Crustacean carotenoid content is heavily, if not completely dependent on diet. Therefore I would assume that captive terrestrial amphipods would be greatly influenced depending on the diet provided.


----------



## a hill (Aug 4, 2007)

Any updates?


----------



## Jake H. (Mar 23, 2010)

I had a big problem with mites but a dry out period without food took care of it and now they're going nuts. 

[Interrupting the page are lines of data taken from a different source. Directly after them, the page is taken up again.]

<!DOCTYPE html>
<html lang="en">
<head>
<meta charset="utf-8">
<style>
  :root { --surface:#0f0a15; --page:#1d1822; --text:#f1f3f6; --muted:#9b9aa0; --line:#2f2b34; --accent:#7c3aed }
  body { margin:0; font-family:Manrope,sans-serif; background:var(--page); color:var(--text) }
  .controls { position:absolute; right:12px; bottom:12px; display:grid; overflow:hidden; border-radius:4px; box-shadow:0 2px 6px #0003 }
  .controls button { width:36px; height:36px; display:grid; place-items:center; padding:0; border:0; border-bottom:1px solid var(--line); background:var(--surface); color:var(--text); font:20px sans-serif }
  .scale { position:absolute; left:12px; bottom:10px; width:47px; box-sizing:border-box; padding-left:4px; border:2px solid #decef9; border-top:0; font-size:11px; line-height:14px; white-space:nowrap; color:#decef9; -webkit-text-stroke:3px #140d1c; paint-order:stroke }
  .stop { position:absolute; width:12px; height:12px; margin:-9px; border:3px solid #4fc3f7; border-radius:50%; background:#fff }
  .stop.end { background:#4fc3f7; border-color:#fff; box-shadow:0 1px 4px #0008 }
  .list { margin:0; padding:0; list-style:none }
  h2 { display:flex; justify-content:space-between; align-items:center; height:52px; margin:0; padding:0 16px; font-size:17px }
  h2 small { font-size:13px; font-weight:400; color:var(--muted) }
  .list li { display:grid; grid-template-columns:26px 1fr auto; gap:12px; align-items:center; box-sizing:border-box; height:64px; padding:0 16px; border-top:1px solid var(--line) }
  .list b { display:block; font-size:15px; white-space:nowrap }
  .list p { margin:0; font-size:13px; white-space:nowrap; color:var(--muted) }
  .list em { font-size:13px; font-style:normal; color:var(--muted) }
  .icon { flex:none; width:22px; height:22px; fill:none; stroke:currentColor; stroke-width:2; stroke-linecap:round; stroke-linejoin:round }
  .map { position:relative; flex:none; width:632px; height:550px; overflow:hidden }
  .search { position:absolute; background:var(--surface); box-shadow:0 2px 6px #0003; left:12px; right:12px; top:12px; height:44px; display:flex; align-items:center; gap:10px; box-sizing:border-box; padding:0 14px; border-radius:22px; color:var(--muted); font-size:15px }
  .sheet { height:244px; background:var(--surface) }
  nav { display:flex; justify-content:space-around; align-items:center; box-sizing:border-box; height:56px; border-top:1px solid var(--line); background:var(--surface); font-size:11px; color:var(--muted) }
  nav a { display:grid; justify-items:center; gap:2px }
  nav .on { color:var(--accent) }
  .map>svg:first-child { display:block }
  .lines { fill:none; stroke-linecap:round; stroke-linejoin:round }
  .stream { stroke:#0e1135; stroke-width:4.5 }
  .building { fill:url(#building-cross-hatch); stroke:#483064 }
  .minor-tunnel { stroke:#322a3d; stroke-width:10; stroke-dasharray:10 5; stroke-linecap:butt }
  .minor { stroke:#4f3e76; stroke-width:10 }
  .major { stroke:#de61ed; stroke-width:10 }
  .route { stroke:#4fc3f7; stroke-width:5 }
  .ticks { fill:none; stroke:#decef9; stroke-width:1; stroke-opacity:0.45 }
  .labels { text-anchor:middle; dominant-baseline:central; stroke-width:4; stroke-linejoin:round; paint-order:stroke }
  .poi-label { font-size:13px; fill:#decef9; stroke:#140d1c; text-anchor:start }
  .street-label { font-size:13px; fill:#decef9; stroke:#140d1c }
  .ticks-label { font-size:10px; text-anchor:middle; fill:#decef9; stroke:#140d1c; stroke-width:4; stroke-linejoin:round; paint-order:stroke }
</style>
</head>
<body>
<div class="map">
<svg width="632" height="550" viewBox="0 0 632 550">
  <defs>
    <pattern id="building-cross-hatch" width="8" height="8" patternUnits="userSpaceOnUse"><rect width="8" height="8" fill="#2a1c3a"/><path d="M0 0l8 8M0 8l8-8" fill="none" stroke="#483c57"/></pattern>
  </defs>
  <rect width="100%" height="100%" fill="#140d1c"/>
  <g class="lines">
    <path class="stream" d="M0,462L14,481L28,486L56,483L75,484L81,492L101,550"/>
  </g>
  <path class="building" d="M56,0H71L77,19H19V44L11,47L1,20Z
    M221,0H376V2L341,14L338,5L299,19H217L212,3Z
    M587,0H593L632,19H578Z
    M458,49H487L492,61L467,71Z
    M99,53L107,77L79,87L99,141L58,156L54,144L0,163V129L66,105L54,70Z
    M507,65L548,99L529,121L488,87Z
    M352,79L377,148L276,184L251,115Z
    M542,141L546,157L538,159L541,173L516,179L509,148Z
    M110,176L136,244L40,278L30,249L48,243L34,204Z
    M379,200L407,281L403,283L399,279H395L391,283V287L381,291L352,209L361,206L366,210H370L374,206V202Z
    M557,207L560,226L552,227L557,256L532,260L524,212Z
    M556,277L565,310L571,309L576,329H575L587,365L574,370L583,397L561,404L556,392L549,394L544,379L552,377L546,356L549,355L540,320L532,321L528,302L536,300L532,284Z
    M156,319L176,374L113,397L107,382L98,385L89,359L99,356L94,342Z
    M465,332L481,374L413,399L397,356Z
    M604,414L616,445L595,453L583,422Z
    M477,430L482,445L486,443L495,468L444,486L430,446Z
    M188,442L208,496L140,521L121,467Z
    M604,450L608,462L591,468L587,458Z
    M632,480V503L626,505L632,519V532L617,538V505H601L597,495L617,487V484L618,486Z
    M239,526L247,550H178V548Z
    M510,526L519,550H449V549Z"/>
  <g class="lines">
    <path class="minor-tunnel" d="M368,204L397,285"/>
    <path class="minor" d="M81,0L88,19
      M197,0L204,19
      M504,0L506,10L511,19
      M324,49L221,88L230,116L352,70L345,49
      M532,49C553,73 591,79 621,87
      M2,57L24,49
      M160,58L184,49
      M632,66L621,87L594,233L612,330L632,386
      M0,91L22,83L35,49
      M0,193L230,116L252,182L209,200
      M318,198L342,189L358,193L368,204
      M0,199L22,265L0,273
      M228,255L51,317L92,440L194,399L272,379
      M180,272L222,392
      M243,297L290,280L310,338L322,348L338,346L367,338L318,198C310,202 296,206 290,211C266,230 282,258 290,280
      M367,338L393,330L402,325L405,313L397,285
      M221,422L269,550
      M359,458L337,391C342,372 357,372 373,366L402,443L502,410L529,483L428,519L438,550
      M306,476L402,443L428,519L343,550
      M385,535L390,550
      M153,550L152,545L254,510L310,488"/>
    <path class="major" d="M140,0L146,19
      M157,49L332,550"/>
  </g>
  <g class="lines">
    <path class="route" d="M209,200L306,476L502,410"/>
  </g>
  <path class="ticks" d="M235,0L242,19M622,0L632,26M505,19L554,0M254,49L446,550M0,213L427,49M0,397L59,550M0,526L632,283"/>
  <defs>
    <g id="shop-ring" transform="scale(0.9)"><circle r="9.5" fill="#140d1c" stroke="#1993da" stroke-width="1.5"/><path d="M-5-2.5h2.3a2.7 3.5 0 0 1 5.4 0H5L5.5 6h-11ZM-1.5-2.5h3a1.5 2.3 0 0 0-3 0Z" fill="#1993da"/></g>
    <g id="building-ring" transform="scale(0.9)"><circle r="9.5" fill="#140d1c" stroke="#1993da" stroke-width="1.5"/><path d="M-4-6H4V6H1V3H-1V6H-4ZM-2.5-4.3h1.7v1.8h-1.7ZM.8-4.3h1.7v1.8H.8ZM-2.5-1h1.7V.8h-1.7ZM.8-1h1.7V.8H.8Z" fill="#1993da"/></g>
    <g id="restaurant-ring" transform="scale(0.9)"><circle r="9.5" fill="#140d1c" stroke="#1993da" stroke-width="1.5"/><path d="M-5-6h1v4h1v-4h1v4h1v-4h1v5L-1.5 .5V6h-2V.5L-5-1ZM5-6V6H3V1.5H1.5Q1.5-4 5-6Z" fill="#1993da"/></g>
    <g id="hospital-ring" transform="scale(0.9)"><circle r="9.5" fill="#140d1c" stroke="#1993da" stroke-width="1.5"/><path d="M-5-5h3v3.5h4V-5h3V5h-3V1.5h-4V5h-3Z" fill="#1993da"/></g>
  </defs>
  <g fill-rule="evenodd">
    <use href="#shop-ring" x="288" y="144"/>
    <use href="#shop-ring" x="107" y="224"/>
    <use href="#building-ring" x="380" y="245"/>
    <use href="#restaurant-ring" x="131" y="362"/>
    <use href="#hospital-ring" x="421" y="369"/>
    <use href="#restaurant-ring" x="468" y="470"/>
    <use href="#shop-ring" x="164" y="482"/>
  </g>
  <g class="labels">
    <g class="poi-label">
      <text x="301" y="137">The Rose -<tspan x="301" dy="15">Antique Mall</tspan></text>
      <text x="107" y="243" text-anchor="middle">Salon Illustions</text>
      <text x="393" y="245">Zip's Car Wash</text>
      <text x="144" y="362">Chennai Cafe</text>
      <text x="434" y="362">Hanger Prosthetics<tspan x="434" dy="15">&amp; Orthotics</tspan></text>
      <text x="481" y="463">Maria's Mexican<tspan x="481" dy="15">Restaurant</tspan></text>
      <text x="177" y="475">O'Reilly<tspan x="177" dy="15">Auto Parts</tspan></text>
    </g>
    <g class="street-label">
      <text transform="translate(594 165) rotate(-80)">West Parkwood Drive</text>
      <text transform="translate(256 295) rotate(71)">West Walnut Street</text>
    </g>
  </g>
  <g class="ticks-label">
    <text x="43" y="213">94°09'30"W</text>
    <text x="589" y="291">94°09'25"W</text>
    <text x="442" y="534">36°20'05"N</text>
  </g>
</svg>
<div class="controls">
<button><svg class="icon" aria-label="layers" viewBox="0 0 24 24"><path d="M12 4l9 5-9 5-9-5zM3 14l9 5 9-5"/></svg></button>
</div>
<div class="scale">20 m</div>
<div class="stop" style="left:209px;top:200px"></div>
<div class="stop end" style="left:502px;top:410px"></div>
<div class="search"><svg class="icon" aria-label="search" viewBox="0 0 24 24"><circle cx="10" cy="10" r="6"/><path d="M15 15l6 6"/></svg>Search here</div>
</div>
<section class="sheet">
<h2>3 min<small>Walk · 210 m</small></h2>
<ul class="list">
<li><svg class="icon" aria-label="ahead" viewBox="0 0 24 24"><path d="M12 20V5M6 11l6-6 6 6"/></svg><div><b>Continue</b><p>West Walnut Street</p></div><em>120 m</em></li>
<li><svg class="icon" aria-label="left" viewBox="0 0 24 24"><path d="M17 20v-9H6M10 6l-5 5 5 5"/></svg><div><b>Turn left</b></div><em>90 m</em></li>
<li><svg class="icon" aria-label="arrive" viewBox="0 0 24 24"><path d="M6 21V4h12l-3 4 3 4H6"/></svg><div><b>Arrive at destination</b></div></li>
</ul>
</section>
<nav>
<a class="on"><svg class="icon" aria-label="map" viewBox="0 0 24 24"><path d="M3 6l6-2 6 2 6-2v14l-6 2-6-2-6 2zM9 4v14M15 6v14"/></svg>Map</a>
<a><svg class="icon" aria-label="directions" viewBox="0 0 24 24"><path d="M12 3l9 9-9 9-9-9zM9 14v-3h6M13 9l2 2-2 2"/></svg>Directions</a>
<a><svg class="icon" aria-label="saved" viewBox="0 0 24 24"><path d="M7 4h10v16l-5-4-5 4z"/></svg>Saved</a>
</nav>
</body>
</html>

I found that they appreciate a deep moist substrate and and a little heat. I have half of each culture container sitting on heat tape so the shrimp are free move between different moisture levels and temperatures. They also make use of cardboard paper which makes it much easier to feed them out.


----------



## Polypodium (Jan 3, 2011)

I have a producing colony of an aquatic Amphipod in my E. anthonyi water feature. I think they came in with some Java Moss from or Crypts.

I am not a fan of them as they seem to multiply rather quickly. They share the water feature with a breeding colony of Cherry Shrimp as well as the deposited tads and one dwarf Cory Catfish. Beside being a bit unsightly due to the population size they do not seem to effect the water feature in a negative way. Perhaps they are helping to keep it clean. Unfortunately there is not a predator to take care of them and leave the other residents alone. My only remedy is to use a baster and spot treat every other week or as needed.


----------



## Veneer (Nov 13, 2012)

Jake H. said:


> I had a big problem with mites but a dry out period without food took care of it and now they're going nuts.
> 
> I found that they appreciate a deep moist substrate and and a little heat. I have half of each culture container sitting on heat tape so the shrimp are free move between different moisture levels and temperatures. They also make use of cardboard paper which makes it much easier to feed them out.


Any photos? Are you aware of any other species being cultured?


----------



## Jake H. (Mar 23, 2010)

I do not personally have any pictures of them.

But see Roach Crossing for a picture. 

I believe there are a few species of fully terrestrial arthropods native or found in North America but I'm not an entomologist. As far as I know this the only commonly kept terrestrial species seen in culture.


----------